The simple use as well as the ability to model dynamic systems make ESN an appropriate alternative for modeling unknown dynamic systems. ESN has been successfully used in solving many problems such as chaotic time-series prediction [17,18,19], speech recognition [20], grammatical structure learning [21], communication channel equalization [22], dynamical pattern recognition [20, 23], power system monitoring [24,25,26,27], and energy consumption forecasting [28, 29]. However, in some practical problems where the parameters change during operation or the network needs output feedback, it is necessary to train the network online [30].

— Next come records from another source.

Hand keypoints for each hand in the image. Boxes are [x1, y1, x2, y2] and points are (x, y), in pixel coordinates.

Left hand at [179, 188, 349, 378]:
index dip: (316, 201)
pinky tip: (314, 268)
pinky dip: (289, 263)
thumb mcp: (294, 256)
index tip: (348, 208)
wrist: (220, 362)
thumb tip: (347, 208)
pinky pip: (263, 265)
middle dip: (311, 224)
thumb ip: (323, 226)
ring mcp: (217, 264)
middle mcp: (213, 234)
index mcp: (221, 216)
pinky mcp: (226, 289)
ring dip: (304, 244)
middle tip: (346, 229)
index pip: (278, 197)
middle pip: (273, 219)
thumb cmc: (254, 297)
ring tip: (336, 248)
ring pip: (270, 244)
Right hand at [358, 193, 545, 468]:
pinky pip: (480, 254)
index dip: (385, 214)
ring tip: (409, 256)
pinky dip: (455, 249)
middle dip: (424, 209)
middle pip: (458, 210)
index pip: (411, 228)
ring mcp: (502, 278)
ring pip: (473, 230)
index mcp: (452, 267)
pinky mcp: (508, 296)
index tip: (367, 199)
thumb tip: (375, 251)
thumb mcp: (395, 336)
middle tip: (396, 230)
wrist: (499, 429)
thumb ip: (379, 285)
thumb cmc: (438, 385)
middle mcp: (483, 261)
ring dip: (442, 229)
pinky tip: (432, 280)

The least mean square (LMS) is one of the simple algorithms for online training of RNN. However, the convergence of this algorithm is very slow or may not converge due to the eigenvalues spread of the autocorrelation matrix of network states [22]. To tackle this issue, several structures were used to construct ESN [31, 32], but none of these structures have a significant effect on the eigenvalues spread of the autocorrelation matrix. Therefore, other algorithms such as recursive least squares (RLS) [33], particle swarm optimization (PSO) [34, 35], and harmony search algorithm (HSA) [36] have been used for the purpose of ESN online training, although these algorithms require complex calculations and much time is spent for online training. It has been tried to provide the possibility of using the LMS algorithm for online training of the network by building an appropriate reservoir [22].

A mixed method for the optimization of the reservoir and then online training of ESN will be introduced in this study. In this approach, HSA will be used to optimize an ESN so that the eigenvalues spread of the autocorrelation matrix is reduced, then the LMS algorithm will be used to train the optimized ESN online. In the following, the obtained results will be compared with PSO, HS, and RLS algorithms.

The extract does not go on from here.